Ein Akt der Vernunft
Der Ausruf „Afuera“, mit dem Javier Milei dem staatlichen Wasserkopf seines Landes den Kampf erklärte, ist weder Spinnerei noch Ausdruck rechter Staatsverachtung.
Der argentinische Präsident Javier Milei polarisiert. Wobei — wer tut das heute nicht? Polarisierung ist Zeitgeist, und jeder, der an die Öffentlichkeit drängt oder in sie gespült wird, wird augenblicklich taxiert, eingenordet und eingeordnet. Wenn dieser Vorgang abgeschlossen ist, hat sich der Rezipient längst entschieden, wie er sich zu der verhandelten Persönlichkeit verhält. Bei Milei war es recht simpel: Der Mann will den Staat zurückbauen; dass das liberal ist, libertär, um genauer zu sein, war sofort klar. Aber der deutsche Mainstream handelte den Argentinier als rechts. Darunter macht man es hierzulande ohnehin nicht mehr.

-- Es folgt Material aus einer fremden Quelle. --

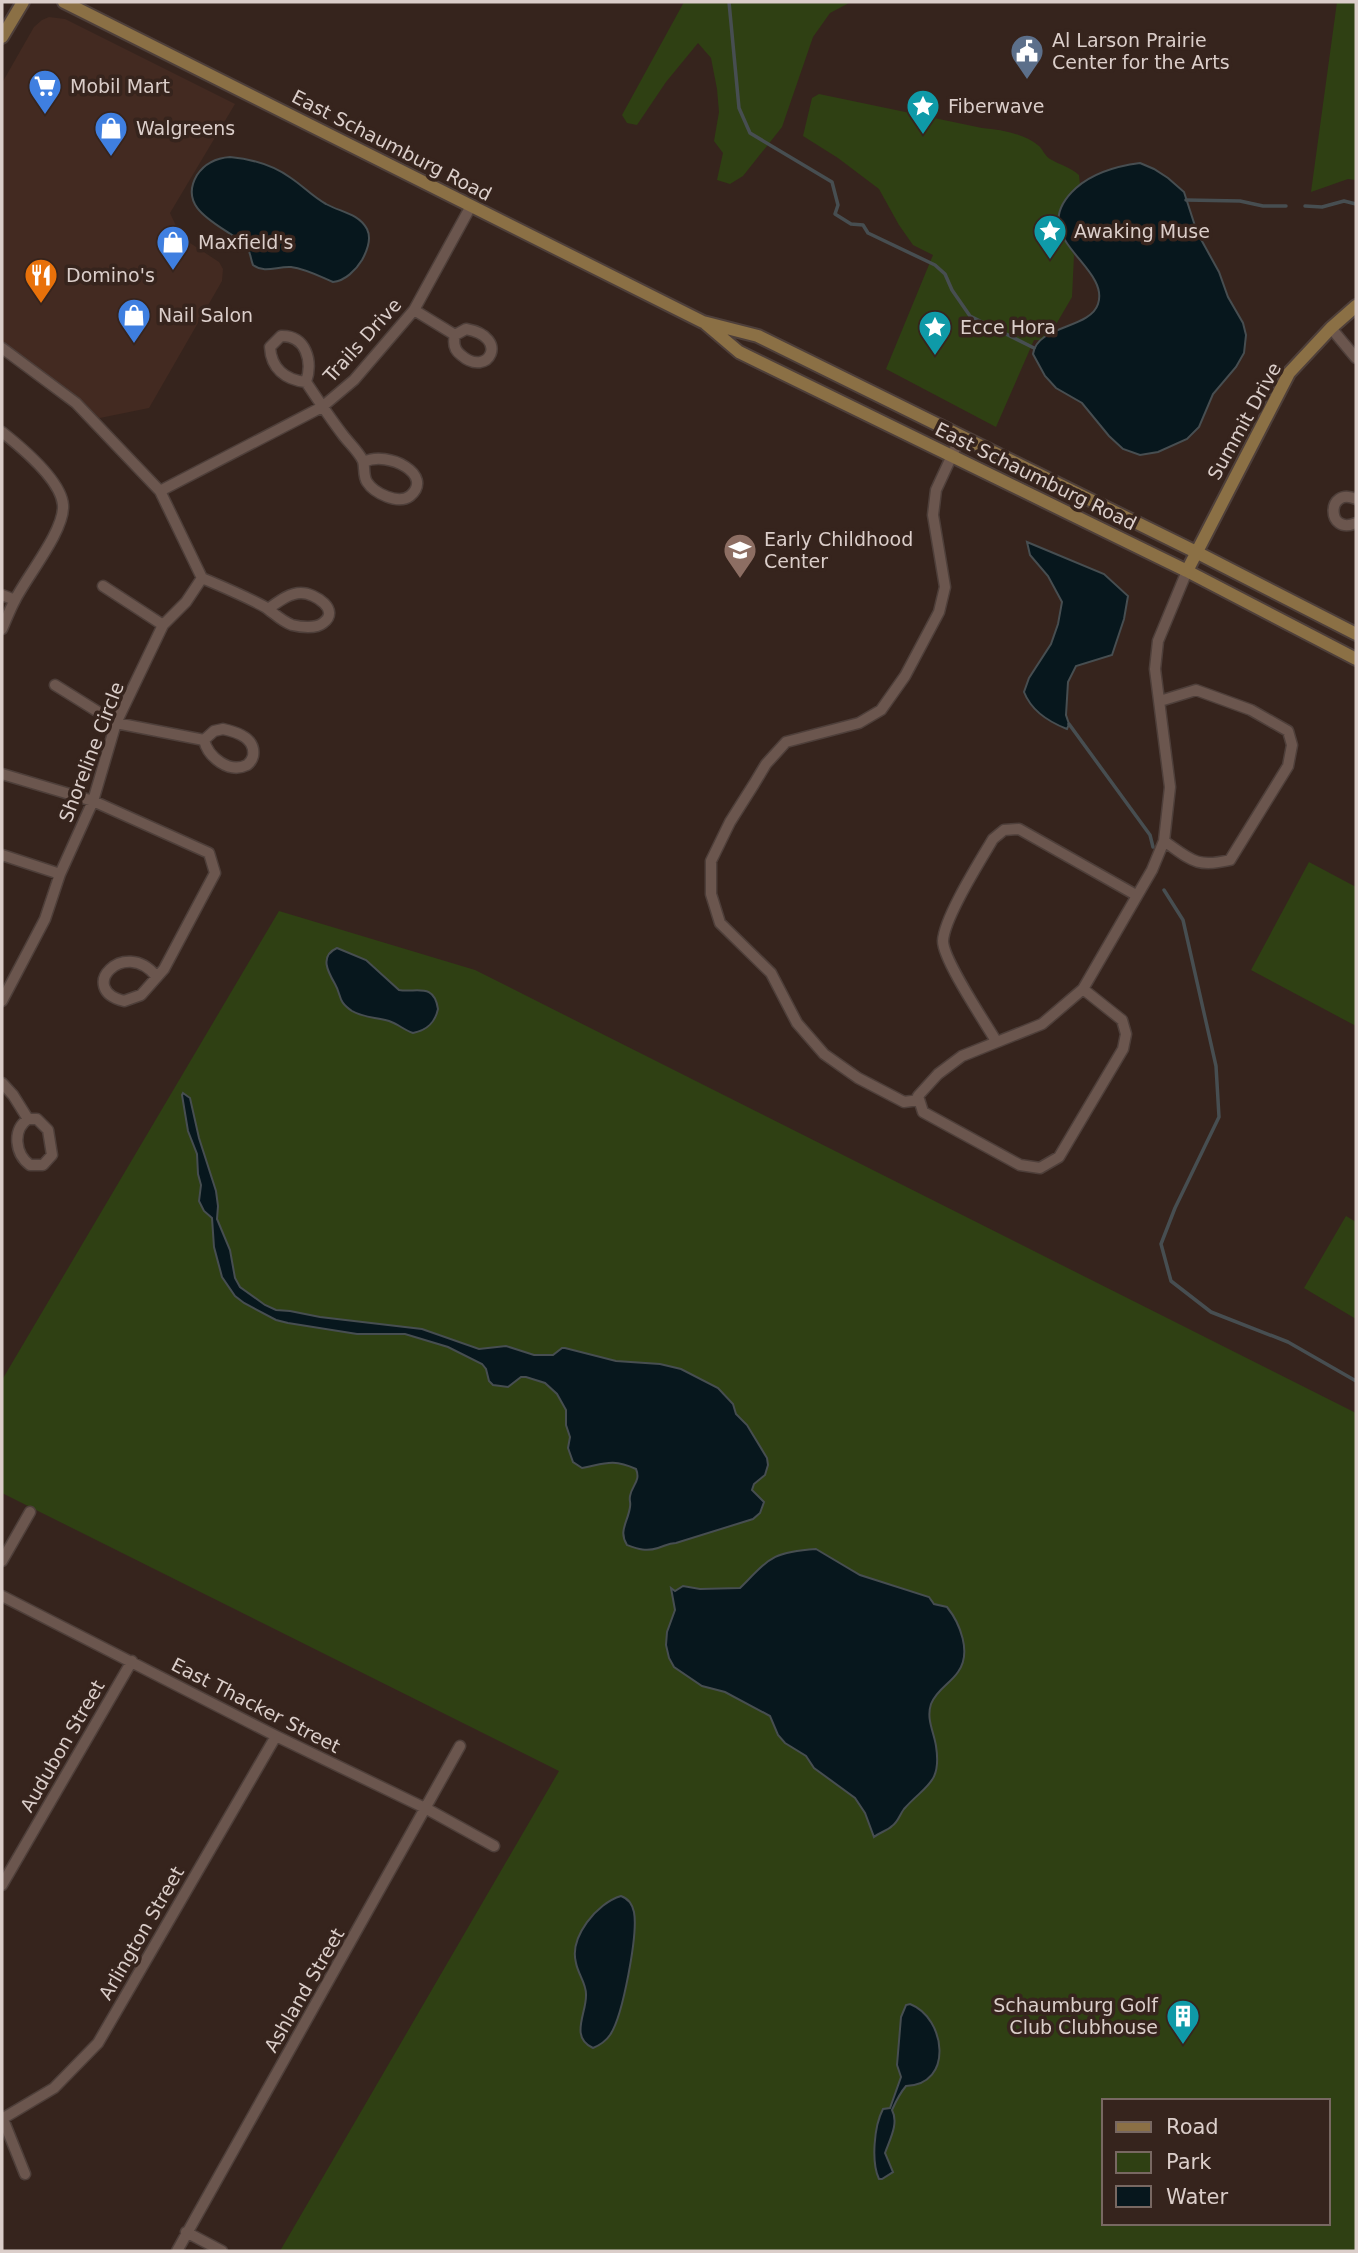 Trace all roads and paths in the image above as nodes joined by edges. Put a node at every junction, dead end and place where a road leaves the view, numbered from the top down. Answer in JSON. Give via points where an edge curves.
{"nodes":[{"id":1,"x":23,"y":2,"type":"edge"},
{"id":2,"x":64,"y":2,"type":"edge"},
{"id":3,"x":2,"y":37,"type":"edge"},
{"id":4,"x":471,"y":206,"type":"junction"},
{"id":5,"x":1356,"y":306,"type":"edge"},
{"id":6,"x":414,"y":310,"type":"junction"},
{"id":7,"x":703,"y":322,"type":"junction"},
{"id":8,"x":1331,"y":328,"type":"junction"},
{"id":9,"x":455,"y":335,"type":"dead end"},
{"id":10,"x":2,"y":348,"type":"edge"},
{"id":11,"x":1356,"y":358,"type":"edge"},
{"id":12,"x":306,"y":382,"type":"junction"},
{"id":13,"x":322,"y":407,"type":"junction"},
{"id":14,"x":2,"y":432,"type":"edge"},
{"id":15,"x":961,"y":436,"type":"junction"},
{"id":16,"x":952,"y":455,"type":"junction"},
{"id":17,"x":363,"y":462,"type":"junction"},
{"id":18,"x":160,"y":491,"type":"junction"},
{"id":19,"x":1356,"y":499,"type":"edge"},
{"id":20,"x":1356,"y":523,"type":"edge"},
{"id":21,"x":1196,"y":552,"type":"junction"},
{"id":22,"x":1187,"y":571,"type":"junction"},
{"id":23,"x":202,"y":578,"type":"junction"},
{"id":24,"x":103,"y":586,"type":"dead end"},
{"id":25,"x":2,"y":594,"type":"edge"},
{"id":26,"x":15,"y":600,"type":"junction"},
{"id":27,"x":268,"y":609,"type":"junction"},
{"id":28,"x":163,"y":625,"type":"junction"},
{"id":29,"x":2,"y":629,"type":"edge"},
{"id":30,"x":1356,"y":634,"type":"edge"},
{"id":31,"x":1356,"y":659,"type":"edge"},
{"id":32,"x":55,"y":685,"type":"dead end"},
{"id":33,"x":1160,"y":702,"type":"junction"},
{"id":34,"x":116,"y":723,"type":"junction"},
{"id":35,"x":204,"y":740,"type":"junction"},
{"id":36,"x":2,"y":774,"type":"edge"},
{"id":37,"x":93,"y":801,"type":"junction"},
{"id":38,"x":1164,"y":841,"type":"junction"},
{"id":39,"x":2,"y":855,"type":"edge"},
{"id":40,"x":60,"y":874,"type":"junction"},
{"id":41,"x":1136,"y":895,"type":"junction"},
{"id":42,"x":156,"y":976,"type":"junction"},
{"id":43,"x":1083,"y":989,"type":"junction"},
{"id":44,"x":5,"y":990,"type":"edge"},
{"id":45,"x":2,"y":1001,"type":"edge"},
{"id":46,"x":996,"y":1041,"type":"junction"},
{"id":47,"x":2,"y":1083,"type":"edge"},
{"id":48,"x":918,"y":1098,"type":"junction"},
{"id":49,"x":28,"y":1119,"type":"junction"},
{"id":50,"x":30,"y":1512,"type":"dead end"},
{"id":51,"x":2,"y":1561,"type":"edge"},
{"id":52,"x":2,"y":1596,"type":"edge"},
{"id":53,"x":132,"y":1661,"type":"junction"},
{"id":54,"x":276,"y":1736,"type":"junction"},
{"id":55,"x":460,"y":1746,"type":"dead end"},
{"id":56,"x":427,"y":1809,"type":"junction"},
{"id":57,"x":494,"y":1846,"type":"dead end"},
{"id":58,"x":2,"y":1885,"type":"edge"},
{"id":59,"x":3,"y":2119,"type":"edge"},
{"id":60,"x":25,"y":2174,"type":"dead end"},
{"id":61,"x":186,"y":2232,"type":"junction"},
{"id":62,"x":177,"y":2251,"type":"edge"},
{"id":63,"x":222,"y":2251,"type":"edge"}],
"edges":[{"from":1,"to":3,"type":"main road"},
{"from":2,"to":4,"type":"main road","name":"East Schaumburg Road"},
{"from":4,"to":6,"type":"street","name":"Trails Drive"},
{"from":4,"to":7,"type":"main road","name":"East Schaumburg Road"},
{"from":5,"to":8,"type":"main road","name":"Summit Drive"},
{"from":6,"to":9,"type":"street"},
{"from":6,"to":13,"type":"street","name":"Trails Drive","via":[[354,380]]},
{"from":7,"to":15,"type":"main road","name":"East Schaumburg Road","via":[[758,336]]},
{"from":7,"to":16,"type":"main road","name":"East Schaumburg Road","via":[[739,352]]},
{"from":8,"to":11,"type":"street"},
{"from":8,"to":21,"type":"main road","name":"Summit Drive","via":[[1289,373]]},
{"from":10,"to":18,"type":"street","via":[[76,403]]},
{"from":12,"to":12,"type":"street","via":[[308,355],[297,340],[281,336],[271,347],[275,366],[287,377]]},
{"from":12,"to":13,"type":"street"},
{"from":13,"to":17,"type":"street"},
{"from":13,"to":18,"type":"street","name":"Trails Drive"},
{"from":14,"to":26,"type":"street","via":[[58,486],[63,505],[60,525]]},
{"from":15,"to":16,"type":"street"},
{"from":15,"to":21,"type":"main road","name":"East Schaumburg Road"},
{"from":16,"to":22,"type":"main road","name":"East Schaumburg Road"},
{"from":16,"to":48,"type":"street","via":[[936,490],[933,514],[945,587],[939,612],[905,676],[881,710],[859,723],[786,742],[766,764],[710,861],[711,894],[720,923],[771,973],[806,1034],[824,1054],[858,1078],[904,1102]]},
{"from":17,"to":17,"type":"street","via":[[367,482],[378,492],[405,499],[413,494],[415,475],[404,465],[377,457]]},
{"from":18,"to":23,"type":"street"},
{"from":19,"to":20,"type":"street","via":[[1341,498],[1333,510],[1339,523]]},
{"from":21,"to":22,"type":"main road","name":"Summit Drive"},
{"from":21,"to":30,"type":"main road","name":"East Schaumburg Road"},
{"from":22,"to":31,"type":"main road","name":"East Schaumburg Road"},
{"from":22,"to":33,"type":"street","via":[[1158,641],[1155,669]]},
{"from":23,"to":27,"type":"street"},
{"from":23,"to":28,"type":"street","name":"Shoreline Circle","via":[[187,602]]},
{"from":24,"to":28,"type":"street"},
{"from":25,"to":26,"type":"street"},
{"from":26,"to":29,"type":"street"},
{"from":27,"to":27,"type":"street","via":[[292,625],[316,626],[328,617],[321,599],[311,594],[290,595]]},
{"from":28,"to":34,"type":"street","name":"Shoreline Circle"},
{"from":32,"to":34,"type":"street"},
{"from":33,"to":38,"type":"street","via":[[1170,788]]},
{"from":33,"to":38,"type":"street","via":[[1196,690],[1251,710],[1288,731],[1292,745],[1288,766],[1230,860],[1195,863]]},
{"from":34,"to":35,"type":"street"},
{"from":34,"to":37,"type":"street","name":"Shoreline Circle"},
{"from":35,"to":35,"type":"street","via":[[210,755],[221,763],[236,767],[252,761],[251,743],[234,731],[214,731]]},
{"from":36,"to":37,"type":"street"},
{"from":37,"to":40,"type":"street","name":"Shoreline Circle"},
{"from":37,"to":42,"type":"street","via":[[209,853],[215,873]]},
{"from":38,"to":41,"type":"street"},
{"from":39,"to":40,"type":"street"},
{"from":40,"to":44,"type":"street","name":"Shoreline Circle","via":[[45,919]]},
{"from":41,"to":43,"type":"street"},
{"from":41,"to":46,"type":"street","via":[[1020,829],[1004,830],[993,839],[947,923],[943,943]]},
{"from":42,"to":42,"type":"street","via":[[140,963],[118,963],[103,978],[111,995],[128,1001],[145,992]]},
{"from":43,"to":46,"type":"street","via":[[1042,1024]]},
{"from":43,"to":48,"type":"street","via":[[1122,1020],[1126,1034],[1123,1049],[1059,1157],[1040,1168],[1020,1165],[922,1112]]},
{"from":44,"to":45,"type":"street","name":"Shoreline Circle"},
{"from":46,"to":48,"type":"street","via":[[962,1056],[938,1074]]},
{"from":47,"to":49,"type":"street"},
{"from":49,"to":49,"type":"street","via":[[17,1136],[20,1154],[30,1165],[43,1165],[52,1155],[48,1130],[37,1119]]},
{"from":50,"to":51,"type":"street"},
{"from":52,"to":53,"type":"street","name":"East Thacker Street"},
{"from":53,"to":54,"type":"street","name":"East Thacker Street"},
{"from":53,"to":58,"type":"street","name":"Audubon Street"},
{"from":54,"to":56,"type":"street","name":"East Thacker Street"},
{"from":54,"to":59,"type":"street","name":"Arlington Street","via":[[99,2043],[54,2088]]},
{"from":55,"to":56,"type":"street","name":"Ashland Street"},
{"from":56,"to":57,"type":"street","name":"East Thacker Street"},
{"from":56,"to":61,"type":"street","name":"Ashland Street"},
{"from":59,"to":60,"type":"street","name":"Arlington Street"},
{"from":61,"to":62,"type":"street","name":"Ashland Street"},
{"from":61,"to":63,"type":"street"}]}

Sicher, Milei trat als Vulgärlibertärer auf, was ihn andererseits auch zu einem neuen Säulenheiligen liberaler Quälgeister im Lande werden ließ. Seine Kettensäge fasziniert manchen; sie stand im Laufe des Jahres 2023, als er seinen Wahlkampf betrieb, symbolisch für seinen Eifer, den Staat zurechtzustutzen.
Und ein schwacher Staat, so munkelt es die Linke in Deutschland seit vielen Jahren, sei immer auch ein Angriff auf die kleinen Leute. Da ist ganz sicher etwas dran, das kann man nicht leugnen, nur trieb diesen Javier Milei auch eine Stinkwut auf den Nepotismus, den Klientelismus und den Filz an, die sich in Argentinien verfestigt haben. Besonders die peronistische Politikerklasse hat sich das südamerikanische Land zur Beute gemacht. Diese Strukturen aufzubrechen, die Profiteure vor die Tür zu setzen und dem Volk nicht die Kosten für deren Mitnahmementalität aufzubürden: Das soll falsch sein? Oder gar rechts?
1,2 Milliarden und die große Unbekannte
Natürlich ging mal wieder die Angst vor einem Gespenst in Deutschland um. Was, wenn das Schule macht und jemand formiert hierzulande eine Bewegung, die sich in den Fußstapfen jenes argentinischen Präsidenten wähnt? Die Medien skizzierten den Mann unumwunden als Verrückten, als rechtsoffenen Spinner, der erst keine Chance auf die Wahl und damit auf die Ernennung zum Präsidenten haben sollte — der dann aber, als deutlich wurde, dass man ihm zu rechnen sein wird, als verwegener Vabanque-Spieler in der veröffentlichten Meinung Deutschlands vorkam.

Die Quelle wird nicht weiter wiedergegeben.